11. according to the method for claim 10, it is characterised in that the exchange shaken hands including completing with confirmation message, And the completion and confirmation message are not performed between the HA and the CA after the write-back message or superseded message Exchange.

12. according to the method for claim 10, it is characterised in that the write-back message or superseded message are to be not responsive to The situation of any previous cache lines request of the HA is sent in the affairs from any CA at least one CA Under the aspiration message initiated by the CA, wherein the communication channel for intercepting response using being assigned to sends the write-back message or washed in a pan Eliminate message.

13. according to the method for claim 10, it is characterised in that before the write-back message or superseded message is sent, Further comprise

Cache lines request is sent to the HA by being assigned to the additional communication channels that cache lines are asked from the CA；

Request will be intercepted and be sent to the CA from the HA to respond the cache lines request；And

Response will be intercepted the HA from the CA is sent to by the communication channel to intercept request described in responding, wherein described Write-back message or superseded message are the parts for intercepting response.

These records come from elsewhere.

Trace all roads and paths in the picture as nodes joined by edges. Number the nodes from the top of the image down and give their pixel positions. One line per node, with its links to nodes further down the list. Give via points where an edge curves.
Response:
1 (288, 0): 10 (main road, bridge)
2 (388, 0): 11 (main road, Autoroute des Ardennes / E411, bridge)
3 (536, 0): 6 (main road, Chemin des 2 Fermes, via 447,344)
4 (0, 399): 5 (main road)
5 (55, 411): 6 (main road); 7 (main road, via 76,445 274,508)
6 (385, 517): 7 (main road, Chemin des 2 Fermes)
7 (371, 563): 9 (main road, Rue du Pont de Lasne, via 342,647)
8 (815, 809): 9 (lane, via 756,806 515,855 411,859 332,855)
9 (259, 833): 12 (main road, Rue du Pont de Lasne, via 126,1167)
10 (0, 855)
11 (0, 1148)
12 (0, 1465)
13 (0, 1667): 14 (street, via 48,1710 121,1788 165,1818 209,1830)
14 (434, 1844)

14. according to the method for claim 13, it is characterised in that further comprise that the HA does not consider that its own receives institute State described in being handled before the cache lines request in the case of write-back message or superseded message and the order of cache lines request Write-back message or superseded message.

15. according to the method for claim 14, it is characterised in that the write-back message corresponds to as the described of read request Cache lines are asked or the superseded message is asked corresponding to the cache lines as write request.